• **Task brief**: Among the lines below, count those containing the word "language". Give the number only.
◇ ◇ ◇
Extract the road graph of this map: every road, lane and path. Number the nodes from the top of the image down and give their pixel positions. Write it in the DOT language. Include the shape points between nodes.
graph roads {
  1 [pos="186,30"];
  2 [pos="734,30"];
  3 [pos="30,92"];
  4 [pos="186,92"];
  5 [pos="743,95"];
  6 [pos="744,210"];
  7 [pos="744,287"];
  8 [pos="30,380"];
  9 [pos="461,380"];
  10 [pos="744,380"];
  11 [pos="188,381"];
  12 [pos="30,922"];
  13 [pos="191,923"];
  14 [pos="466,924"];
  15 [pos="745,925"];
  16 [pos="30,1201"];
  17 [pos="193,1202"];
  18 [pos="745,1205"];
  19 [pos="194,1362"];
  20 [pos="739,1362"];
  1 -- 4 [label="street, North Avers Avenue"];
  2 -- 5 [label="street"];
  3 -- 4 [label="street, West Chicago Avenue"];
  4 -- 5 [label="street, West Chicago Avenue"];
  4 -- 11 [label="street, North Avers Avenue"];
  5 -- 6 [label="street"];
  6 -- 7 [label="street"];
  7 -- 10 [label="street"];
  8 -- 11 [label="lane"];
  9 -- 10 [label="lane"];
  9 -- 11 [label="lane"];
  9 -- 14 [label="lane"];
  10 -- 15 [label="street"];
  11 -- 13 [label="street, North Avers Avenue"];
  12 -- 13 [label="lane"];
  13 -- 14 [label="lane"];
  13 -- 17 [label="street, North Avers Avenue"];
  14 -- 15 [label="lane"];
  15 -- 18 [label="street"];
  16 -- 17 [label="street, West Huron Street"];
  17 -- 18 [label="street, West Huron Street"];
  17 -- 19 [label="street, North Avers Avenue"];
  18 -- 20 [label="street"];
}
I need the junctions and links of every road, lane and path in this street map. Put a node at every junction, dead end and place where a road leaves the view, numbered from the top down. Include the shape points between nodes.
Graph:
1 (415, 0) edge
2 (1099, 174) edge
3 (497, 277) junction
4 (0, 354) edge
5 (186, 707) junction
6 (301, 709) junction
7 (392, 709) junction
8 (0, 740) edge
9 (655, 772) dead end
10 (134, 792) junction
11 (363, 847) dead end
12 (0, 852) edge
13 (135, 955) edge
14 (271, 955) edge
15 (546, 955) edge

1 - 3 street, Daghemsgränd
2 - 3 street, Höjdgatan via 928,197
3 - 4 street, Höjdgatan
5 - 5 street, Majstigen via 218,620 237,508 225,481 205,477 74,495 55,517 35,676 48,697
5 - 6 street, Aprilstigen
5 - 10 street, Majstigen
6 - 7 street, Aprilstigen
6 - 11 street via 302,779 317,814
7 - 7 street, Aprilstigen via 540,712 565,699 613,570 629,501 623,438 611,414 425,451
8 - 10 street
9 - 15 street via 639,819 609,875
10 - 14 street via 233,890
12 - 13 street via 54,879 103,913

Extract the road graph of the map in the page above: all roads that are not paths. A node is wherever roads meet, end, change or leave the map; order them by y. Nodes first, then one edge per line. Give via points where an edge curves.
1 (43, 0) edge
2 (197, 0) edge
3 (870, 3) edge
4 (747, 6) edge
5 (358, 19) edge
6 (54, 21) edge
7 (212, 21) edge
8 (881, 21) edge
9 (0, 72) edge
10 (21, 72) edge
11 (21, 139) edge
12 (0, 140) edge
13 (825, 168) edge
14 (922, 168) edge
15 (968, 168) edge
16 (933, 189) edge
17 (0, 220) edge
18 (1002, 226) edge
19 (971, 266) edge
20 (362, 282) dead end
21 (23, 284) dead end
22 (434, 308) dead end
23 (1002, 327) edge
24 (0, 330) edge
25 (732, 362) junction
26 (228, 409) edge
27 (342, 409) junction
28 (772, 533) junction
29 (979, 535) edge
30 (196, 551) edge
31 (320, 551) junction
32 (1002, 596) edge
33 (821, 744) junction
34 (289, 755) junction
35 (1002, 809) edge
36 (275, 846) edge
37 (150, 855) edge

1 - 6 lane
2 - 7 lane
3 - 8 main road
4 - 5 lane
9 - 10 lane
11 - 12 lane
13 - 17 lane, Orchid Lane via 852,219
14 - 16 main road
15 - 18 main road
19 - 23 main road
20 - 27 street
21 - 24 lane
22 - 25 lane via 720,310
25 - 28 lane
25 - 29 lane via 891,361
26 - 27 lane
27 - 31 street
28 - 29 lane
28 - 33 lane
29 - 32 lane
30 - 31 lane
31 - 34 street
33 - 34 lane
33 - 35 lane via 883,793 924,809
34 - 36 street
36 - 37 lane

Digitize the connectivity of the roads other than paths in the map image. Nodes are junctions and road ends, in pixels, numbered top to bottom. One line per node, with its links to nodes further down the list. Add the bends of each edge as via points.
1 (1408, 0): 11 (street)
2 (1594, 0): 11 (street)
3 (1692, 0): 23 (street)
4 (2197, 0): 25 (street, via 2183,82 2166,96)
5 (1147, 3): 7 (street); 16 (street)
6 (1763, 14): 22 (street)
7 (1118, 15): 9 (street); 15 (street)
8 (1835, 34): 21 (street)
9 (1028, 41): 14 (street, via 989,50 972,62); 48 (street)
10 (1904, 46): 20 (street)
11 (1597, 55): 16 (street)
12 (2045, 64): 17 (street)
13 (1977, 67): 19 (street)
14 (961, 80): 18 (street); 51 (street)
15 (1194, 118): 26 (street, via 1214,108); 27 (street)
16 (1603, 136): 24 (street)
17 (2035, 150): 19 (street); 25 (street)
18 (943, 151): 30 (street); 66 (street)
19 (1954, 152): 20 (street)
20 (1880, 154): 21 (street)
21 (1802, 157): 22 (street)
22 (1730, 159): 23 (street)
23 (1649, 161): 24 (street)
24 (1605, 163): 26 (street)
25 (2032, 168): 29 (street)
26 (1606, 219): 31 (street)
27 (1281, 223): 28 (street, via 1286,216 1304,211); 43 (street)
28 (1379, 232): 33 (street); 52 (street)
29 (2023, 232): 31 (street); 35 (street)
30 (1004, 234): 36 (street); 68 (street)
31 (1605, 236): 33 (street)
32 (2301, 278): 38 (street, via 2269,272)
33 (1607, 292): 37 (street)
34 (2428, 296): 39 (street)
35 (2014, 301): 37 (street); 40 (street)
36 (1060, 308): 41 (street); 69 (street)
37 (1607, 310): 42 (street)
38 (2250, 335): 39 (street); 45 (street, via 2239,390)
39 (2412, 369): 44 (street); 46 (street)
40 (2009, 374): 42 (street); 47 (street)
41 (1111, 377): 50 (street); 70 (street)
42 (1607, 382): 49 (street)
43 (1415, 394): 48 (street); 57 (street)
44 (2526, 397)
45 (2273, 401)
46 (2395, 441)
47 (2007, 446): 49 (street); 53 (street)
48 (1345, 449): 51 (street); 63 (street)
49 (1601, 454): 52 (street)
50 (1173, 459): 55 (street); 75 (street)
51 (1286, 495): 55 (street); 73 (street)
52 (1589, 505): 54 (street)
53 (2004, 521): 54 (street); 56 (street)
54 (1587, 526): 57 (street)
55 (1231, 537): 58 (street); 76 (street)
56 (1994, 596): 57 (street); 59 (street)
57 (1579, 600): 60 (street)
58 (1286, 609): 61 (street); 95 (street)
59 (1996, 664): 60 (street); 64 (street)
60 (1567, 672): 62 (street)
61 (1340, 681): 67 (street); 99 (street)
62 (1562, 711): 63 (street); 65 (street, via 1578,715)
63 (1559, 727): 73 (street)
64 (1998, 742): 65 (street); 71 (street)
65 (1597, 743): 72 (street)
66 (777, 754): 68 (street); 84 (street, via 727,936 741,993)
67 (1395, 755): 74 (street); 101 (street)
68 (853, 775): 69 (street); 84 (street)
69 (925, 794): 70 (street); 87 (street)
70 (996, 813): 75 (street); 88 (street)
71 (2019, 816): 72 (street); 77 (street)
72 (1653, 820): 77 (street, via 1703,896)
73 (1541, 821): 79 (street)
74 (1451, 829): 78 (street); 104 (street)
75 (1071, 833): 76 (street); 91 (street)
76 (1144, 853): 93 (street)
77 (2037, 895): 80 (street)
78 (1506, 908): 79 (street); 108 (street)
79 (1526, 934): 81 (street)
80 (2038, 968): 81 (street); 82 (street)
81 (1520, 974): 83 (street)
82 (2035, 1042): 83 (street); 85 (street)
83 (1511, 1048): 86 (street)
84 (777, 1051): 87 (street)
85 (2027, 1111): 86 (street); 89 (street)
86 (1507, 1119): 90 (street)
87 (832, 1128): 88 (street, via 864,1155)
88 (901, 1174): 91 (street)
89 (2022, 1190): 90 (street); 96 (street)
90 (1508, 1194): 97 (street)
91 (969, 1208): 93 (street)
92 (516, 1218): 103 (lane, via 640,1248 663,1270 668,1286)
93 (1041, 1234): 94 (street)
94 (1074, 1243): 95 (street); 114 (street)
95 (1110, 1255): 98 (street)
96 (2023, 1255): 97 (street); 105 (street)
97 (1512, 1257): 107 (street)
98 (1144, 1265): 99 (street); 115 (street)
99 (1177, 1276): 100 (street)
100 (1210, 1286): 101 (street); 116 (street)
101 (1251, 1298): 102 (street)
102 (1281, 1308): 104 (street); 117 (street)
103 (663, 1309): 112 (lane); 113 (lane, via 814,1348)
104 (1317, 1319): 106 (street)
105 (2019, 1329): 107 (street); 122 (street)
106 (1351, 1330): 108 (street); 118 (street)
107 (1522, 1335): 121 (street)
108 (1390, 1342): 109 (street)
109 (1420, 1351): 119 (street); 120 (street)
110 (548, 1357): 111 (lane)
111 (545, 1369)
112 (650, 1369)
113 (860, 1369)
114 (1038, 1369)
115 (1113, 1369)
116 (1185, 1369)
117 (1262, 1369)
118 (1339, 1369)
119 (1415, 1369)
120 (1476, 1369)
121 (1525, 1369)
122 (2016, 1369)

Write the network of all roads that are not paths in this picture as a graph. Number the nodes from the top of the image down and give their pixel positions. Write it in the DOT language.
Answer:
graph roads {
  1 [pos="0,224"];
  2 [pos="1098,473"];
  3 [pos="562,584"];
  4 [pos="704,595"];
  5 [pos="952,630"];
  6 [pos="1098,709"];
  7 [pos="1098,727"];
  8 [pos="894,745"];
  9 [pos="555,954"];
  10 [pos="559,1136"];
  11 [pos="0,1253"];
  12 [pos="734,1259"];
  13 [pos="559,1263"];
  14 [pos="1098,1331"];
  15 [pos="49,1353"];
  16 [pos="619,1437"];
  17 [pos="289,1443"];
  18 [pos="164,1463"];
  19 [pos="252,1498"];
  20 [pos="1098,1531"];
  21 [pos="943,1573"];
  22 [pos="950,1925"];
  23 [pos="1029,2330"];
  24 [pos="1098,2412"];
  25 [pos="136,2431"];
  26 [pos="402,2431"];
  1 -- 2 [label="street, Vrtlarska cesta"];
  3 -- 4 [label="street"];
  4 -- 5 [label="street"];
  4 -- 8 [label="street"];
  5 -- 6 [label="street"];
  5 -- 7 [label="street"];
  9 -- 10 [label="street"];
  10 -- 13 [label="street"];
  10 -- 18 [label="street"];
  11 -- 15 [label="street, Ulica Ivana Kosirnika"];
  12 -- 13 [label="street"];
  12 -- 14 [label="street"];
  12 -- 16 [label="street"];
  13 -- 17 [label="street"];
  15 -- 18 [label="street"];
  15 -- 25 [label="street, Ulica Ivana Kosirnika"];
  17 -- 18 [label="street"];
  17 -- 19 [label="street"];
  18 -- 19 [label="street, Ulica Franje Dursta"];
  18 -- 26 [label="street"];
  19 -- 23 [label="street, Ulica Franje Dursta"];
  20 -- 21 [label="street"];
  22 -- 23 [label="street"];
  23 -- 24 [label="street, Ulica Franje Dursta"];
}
◇ ◇ ◇
• **Solution for this exercise**: 2